Carrots, We Don’t Need No Stinkin’ Carrots
I was venting to Miss KT yesterday about a carrot that is dangling in front of my face and is derailing me from my career related pursuits. She asked me “Did you blog about this?” Of course I didn’t! What? Have you looked at my blog? It looks more deserted than San Francisco after the Apocalypse! Note to self, you created this blog to be a sounding board for your experiences as an unemployed TwirtyGrrl so maybe, just maybe you should share those experiences? Just a thought.

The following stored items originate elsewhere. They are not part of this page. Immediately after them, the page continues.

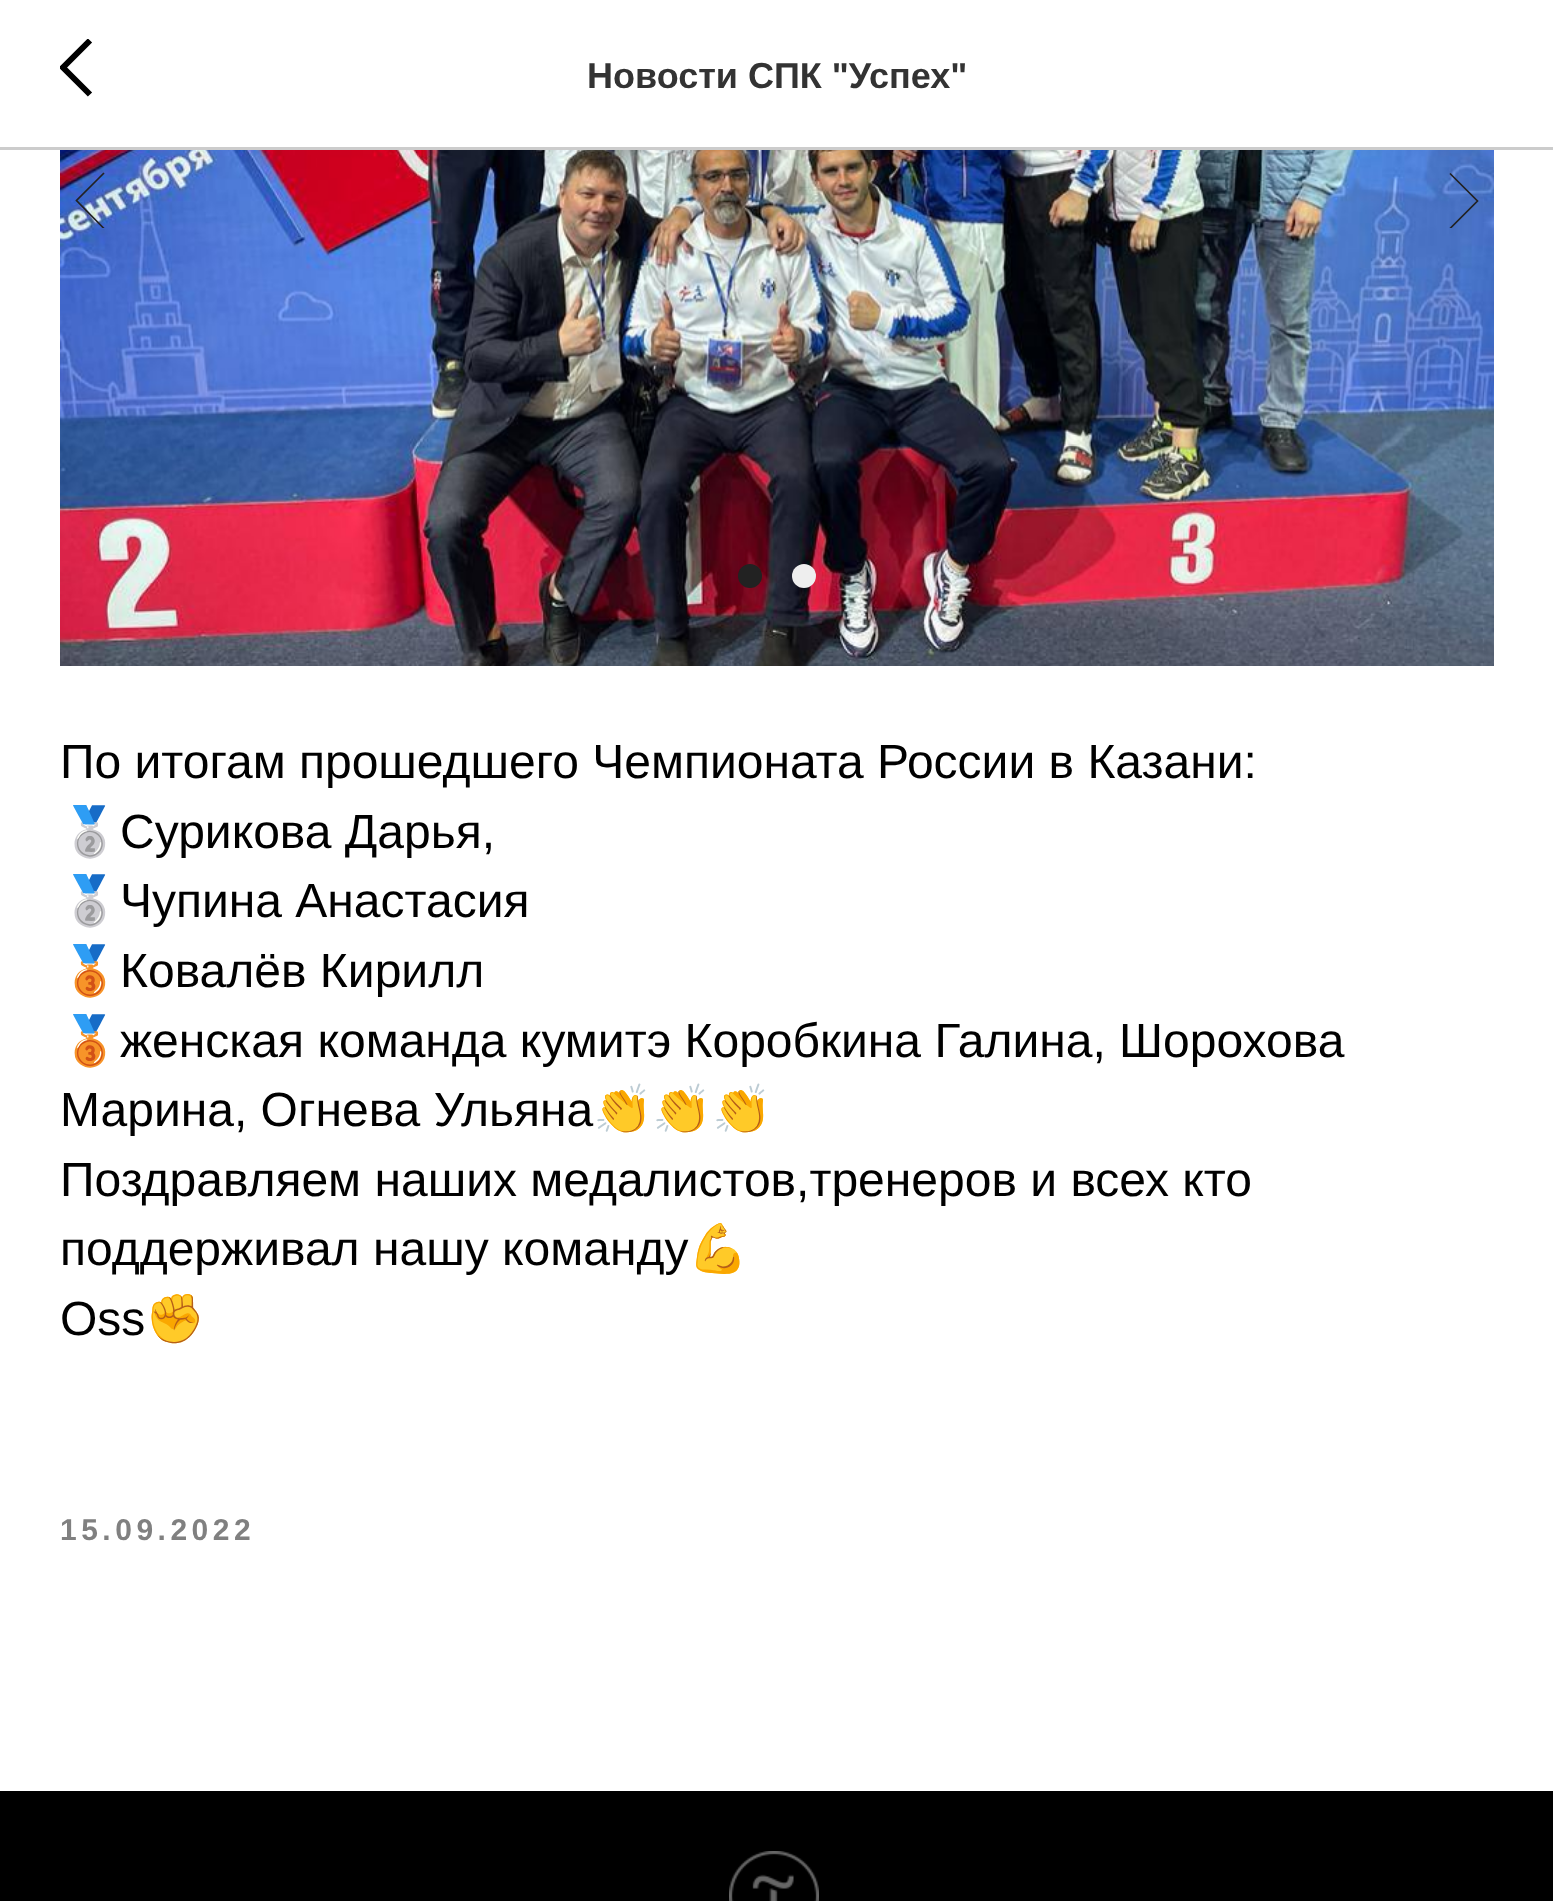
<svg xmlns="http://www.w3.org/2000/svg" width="1553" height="1901">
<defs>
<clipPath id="clip1"><rect x="60" y="39" width="33" height="60"/></clipPath>
<clipPath id="clip2"><rect x="75" y="171" width="30" height="57"/></clipPath>
<clipPath id="clip3"><rect x="1449" y="171" width="30" height="57"/></clipPath>
</defs>
<rect width="100%" height="100%" fill="#fff"/>
<rect y="147" width="1553" height="3" fill="#ccc"/>
<g clip-path="url(#clip1)">
<path d="M90 94.5l-27-27l27-27" fill="none" stroke="#000" stroke-width="6"/>
</g>
<text x="587" y="88" style="font-family:Liberation Sans;font-size:36px;font-weight:bold;fill:#333">Новости СПК "Успех"</text>
<image x="60" y="150" width="1434" height="516" href="media/1.png"/>
<g clip-path="url(#clip2)">
<path d="M104 228.5l-27.5-28l27.5-27.5" fill="none" stroke="#222" stroke-width="1.7"/>
</g>
<g clip-path="url(#clip3)">
<path d="M1450 173.5l27.5 27.5l-27.5 27.5" fill="none" stroke="#222" stroke-width="1.7"/>
</g>
<circle cx="750" cy="576" r="12" fill="#222"/>
<circle cx="804" cy="576" r="12" fill="#eee"/>
<text x="60" y="778" style="font-family:Liberation Sans;font-size:48px;fill:#000">По итогам прошедшего Чемпионата России в Казани:</text>
<text x="60" y="848" style="font-family:Noto Color Emoji;font-size:48px;fill:#000">🥈</text>
<text x="120" y="848" style="font-family:Liberation Sans;font-size:48px;fill:#000">Сурикова Дарья,</text>
<text x="60" y="917" style="font-family:Noto Color Emoji;font-size:48px;fill:#000">🥈</text>
<text x="120" y="917" style="font-family:Liberation Sans;font-size:48px;fill:#000">Чупина Анастасия</text>
<text x="60" y="987" style="font-family:Noto Color Emoji;font-size:48px;fill:#000">🥉</text>
<text x="120" y="987" style="font-family:Liberation Sans;font-size:48px;fill:#000">Ковалёв Кирилл</text>
<text x="60" y="1057" style="font-family:Noto Color Emoji;font-size:48px;fill:#000">🥉</text>
<text x="120" y="1057" style="font-family:Liberation Sans;font-size:48px;fill:#000">женская команда кумитэ Коробкина Галина, Шорохова</text>
<text x="60" y="1126" style="font-family:Liberation Sans;font-size:48px;fill:#000">Марина, Огнева Ульяна</text>
<text x="593" y="1126" style="font-family:Noto Color Emoji;font-size:48px;fill:#000">👏👏👏</text>
<text x="60" y="1196" style="font-family:Liberation Sans;font-size:48px;fill:#000">Поздравляем наших медалистов,тренеров и всех кто</text>
<text x="60" y="1265" style="font-family:Liberation Sans;font-size:48px;fill:#000">поддерживал нашу команду</text>
<text x="688" y="1265" style="font-family:Noto Color Emoji;font-size:48px;fill:#000">💪</text>
<text x="60" y="1335" style="font-family:Liberation Sans;font-size:48px;fill:#000">Oss</text>
<text x="145" y="1335" style="font-family:Noto Color Emoji;font-size:48px;fill:#000">✊</text>
<text x="60" y="1540" style="font-family:Liberation Sans;font-size:30px;font-weight:bold;letter-spacing:4.5px;fill:#808080">15.09.2022</text>
<rect y="1791" width="1553" height="110" fill="#000"/>
<image x="729" y="1851" width="90" height="50" href="media/2.png"/>
</svg>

Here’s the story about that carrot. Late November/early December I was referred to an open position and interviewed for what I discovered would be a great job, a job that I saw myself in, for a company I saw myself being a part of, a boss that I saw as a coach and team leader. This was the job that would be the polar opposite of my last job, a job that was so terrible at times that I am still having nightmares. Well, I didn’t get the job. It was tragic and I was perplexed. What I came to discover was that there actually wasn’t a position, that offers had already been extended for the position and it would appear that I was brought in as back-up in case those offers went through. I was the victim of bad timing. I had been referred to an “open” position by an employee of that company that wasn’t exactly open any longer since an offer had already been extended, but I was led to believe there was an open position. That information maybe kinda would have helped me handle my expectations, maybe.
So, I blew the interviewer out of the water and I have heard time and time again from both her and the person who referred me to the position “As soon as we can add a new addition to our team you are #1 on our list!” Awesome right? Makes me feel good! The problem with all of this….when exactly is that going to happen? Is it ever going to happen? Who freaking knows! So it’s like a carrot that dangles in front of my face that I just cannot have. Even worse, I run in to that employee at networking events and she tells me AND shares that same quote with other people that I know so I get the double fun of hearing it out of other people’s mouths when I see them too! I kinda want to scream.
Anyone else holding on to hope of something great that is driving you mad because you can see it but you just can’t quite grasp it?